Wing flap find unlikely to solve mystery

Aviation analysts are cautious about how much the wing part from Malaysia Airlines Flight MH370 could reveal about why the plane went missing.
Aviation analysts are cautious about how much the wing part from Malaysia Airlines Flight MH370 could reveal about why the plane went missing.PHOTO: REUTERS

SYDNEY • The discovery of a wing flap from Malaysia Airlines Flight MH370 is unlikely to put an end to wildly diverse theories about one of the biggest mysteries in modern aviation.

Analysis of the wing part, called a flaperon, that washed up on the French island of La Reunion could reveal how it detached from the jet and therefore how the Boeing 777 entered the ocean, as well as how violent the impact was.

But aviation analysts are cautious about how much the wing part could reveal about why the plane went missing.

Australian expert Neil Hansford said what it can prove is that MH370 definitely crashed into the southern Indian Ocean, but why it went there in the first place can be solved only if and when the black boxes are recovered.

Meanwhile, a host of other experts and enthusiasts are coming to their own conclusions about what happened after MH370 disappeared off radar on a night flight from Kuala Lumpur to Beijing in March last year with 239 people on board.

The theories range from the wild - alien abduction, or that the plane was shot down by the US military near the island of Diego Garcia, or that it was transported to Russia or Pakistan for use in terrorism - to sober, science-based arguments that the plane is in the southern Indian Ocean, but not necessarily where searchers are looking.

Official investigators say that the torn, barnacle-encrusted flaperon confirms MH370 went down within the designated 120,000 sq km search zone in the southern Indian Ocean.

However, they cautioned that even after weeks of analysis, it may divulge little more about why the plane crashed.

But that has not deterred interpretations of photographs of the flaperon and revised drift modelling by the Australian-led search team, which some argue was changed to suit the finding, to pursue existing theories.

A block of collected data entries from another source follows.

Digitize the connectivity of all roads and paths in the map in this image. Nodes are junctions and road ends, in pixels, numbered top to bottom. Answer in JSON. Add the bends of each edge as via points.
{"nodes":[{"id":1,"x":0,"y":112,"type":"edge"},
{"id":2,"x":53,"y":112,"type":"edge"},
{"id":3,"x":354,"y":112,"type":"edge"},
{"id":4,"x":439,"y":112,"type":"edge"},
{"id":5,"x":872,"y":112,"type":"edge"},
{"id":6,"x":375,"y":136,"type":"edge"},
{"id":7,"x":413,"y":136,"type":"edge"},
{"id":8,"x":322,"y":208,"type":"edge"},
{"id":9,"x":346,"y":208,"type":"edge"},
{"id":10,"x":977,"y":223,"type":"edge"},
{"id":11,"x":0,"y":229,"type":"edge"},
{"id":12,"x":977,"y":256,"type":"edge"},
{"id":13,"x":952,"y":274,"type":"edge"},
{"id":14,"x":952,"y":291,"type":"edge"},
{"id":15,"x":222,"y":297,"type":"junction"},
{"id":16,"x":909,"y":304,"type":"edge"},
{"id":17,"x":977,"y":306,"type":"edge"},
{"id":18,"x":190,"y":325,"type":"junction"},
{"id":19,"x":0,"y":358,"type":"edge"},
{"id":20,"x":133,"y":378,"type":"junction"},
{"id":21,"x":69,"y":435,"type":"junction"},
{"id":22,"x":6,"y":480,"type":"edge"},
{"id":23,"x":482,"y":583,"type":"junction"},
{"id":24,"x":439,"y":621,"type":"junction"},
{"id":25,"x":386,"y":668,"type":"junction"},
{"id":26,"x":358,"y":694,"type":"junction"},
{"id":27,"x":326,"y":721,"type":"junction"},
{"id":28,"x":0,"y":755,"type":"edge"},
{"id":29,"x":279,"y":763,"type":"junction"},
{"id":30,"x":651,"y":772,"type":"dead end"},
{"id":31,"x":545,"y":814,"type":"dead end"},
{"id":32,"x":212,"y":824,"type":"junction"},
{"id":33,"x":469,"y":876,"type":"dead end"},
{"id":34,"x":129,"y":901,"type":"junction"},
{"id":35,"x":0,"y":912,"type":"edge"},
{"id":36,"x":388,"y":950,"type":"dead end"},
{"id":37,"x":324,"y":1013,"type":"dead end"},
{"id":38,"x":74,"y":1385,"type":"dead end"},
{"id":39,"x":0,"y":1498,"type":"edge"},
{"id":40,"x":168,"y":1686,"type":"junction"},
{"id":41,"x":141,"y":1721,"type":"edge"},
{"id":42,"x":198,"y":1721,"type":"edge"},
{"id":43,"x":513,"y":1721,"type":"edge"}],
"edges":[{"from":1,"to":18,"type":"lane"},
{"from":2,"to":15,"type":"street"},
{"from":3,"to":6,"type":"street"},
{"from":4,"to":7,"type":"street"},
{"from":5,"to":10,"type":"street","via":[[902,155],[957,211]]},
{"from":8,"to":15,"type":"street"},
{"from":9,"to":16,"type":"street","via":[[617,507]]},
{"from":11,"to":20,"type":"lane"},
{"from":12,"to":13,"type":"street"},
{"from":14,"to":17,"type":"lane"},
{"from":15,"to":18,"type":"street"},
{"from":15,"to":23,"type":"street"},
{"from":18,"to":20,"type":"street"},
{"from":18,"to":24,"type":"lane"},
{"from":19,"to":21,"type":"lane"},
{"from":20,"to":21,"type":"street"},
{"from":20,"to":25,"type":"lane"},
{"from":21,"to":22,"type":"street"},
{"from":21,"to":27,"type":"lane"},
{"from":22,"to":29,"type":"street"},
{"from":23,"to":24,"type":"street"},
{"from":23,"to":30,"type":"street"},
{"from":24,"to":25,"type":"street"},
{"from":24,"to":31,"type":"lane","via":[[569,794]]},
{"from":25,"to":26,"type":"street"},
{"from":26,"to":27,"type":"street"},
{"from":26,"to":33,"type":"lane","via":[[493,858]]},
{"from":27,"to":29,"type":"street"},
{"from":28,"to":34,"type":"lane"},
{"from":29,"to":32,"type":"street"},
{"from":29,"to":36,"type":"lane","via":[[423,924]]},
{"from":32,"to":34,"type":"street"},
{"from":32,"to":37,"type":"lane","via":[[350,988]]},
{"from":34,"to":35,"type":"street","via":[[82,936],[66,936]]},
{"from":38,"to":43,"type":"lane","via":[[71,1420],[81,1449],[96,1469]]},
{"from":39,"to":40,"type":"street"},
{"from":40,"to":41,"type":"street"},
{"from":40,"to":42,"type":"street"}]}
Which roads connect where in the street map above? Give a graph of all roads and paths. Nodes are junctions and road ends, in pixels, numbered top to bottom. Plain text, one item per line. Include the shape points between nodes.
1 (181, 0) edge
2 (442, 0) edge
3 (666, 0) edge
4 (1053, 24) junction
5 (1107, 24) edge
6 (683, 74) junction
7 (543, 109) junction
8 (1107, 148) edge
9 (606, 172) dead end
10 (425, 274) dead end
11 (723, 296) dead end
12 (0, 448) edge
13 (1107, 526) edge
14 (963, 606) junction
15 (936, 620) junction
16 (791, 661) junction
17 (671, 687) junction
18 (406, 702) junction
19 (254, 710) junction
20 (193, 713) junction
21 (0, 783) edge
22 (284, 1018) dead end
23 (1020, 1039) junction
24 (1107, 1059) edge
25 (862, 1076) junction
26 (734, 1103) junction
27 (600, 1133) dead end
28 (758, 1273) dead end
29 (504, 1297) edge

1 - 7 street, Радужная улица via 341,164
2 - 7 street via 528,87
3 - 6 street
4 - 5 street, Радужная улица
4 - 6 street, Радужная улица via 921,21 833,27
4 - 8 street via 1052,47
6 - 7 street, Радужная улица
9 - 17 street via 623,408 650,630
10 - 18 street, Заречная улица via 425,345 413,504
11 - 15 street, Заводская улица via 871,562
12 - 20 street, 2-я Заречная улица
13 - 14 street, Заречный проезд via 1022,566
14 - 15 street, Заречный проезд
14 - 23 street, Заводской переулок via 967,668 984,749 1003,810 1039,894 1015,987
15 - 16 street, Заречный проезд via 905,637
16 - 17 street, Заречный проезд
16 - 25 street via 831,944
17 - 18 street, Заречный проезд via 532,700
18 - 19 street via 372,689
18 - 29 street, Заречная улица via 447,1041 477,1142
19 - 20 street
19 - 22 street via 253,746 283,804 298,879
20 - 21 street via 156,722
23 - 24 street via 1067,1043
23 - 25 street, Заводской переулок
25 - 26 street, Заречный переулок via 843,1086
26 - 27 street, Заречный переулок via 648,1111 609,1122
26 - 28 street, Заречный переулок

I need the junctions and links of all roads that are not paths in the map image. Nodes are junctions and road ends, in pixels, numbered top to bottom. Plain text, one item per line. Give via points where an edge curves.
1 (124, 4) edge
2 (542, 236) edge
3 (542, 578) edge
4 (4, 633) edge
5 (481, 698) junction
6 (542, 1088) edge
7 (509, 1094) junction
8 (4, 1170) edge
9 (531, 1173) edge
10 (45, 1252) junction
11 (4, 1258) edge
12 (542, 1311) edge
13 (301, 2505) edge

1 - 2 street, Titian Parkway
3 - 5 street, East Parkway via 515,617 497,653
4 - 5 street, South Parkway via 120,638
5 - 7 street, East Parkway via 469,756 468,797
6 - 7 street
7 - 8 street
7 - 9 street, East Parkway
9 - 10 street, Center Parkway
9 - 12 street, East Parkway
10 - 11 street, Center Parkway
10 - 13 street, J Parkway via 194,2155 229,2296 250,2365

"People came out and staked a claim early on what happened, like the theory that MH370 had been shot down during war games," said Dr Chris Fleming, a senior lecturer in cultural and social analysis at the University of Western Sydney.

"To retract that is an enormous blow to their credibility and professional career."

The Independent Group, or IG, a respected global coalition of aviation experts and scientists, said the torn debris implies the plane broke up in mid-air.

And there is the most basic rebuttal of all: The find itself is not real. That analysis means conspiracy theorists can keep alive their belief that the plane flew north and did not crash in the Indian Ocean at all.

"The very nature of a conspiracy theory is a distrust of the authorities; that they are covering something up," said Dr Fleming. "It helps people understand the senseless."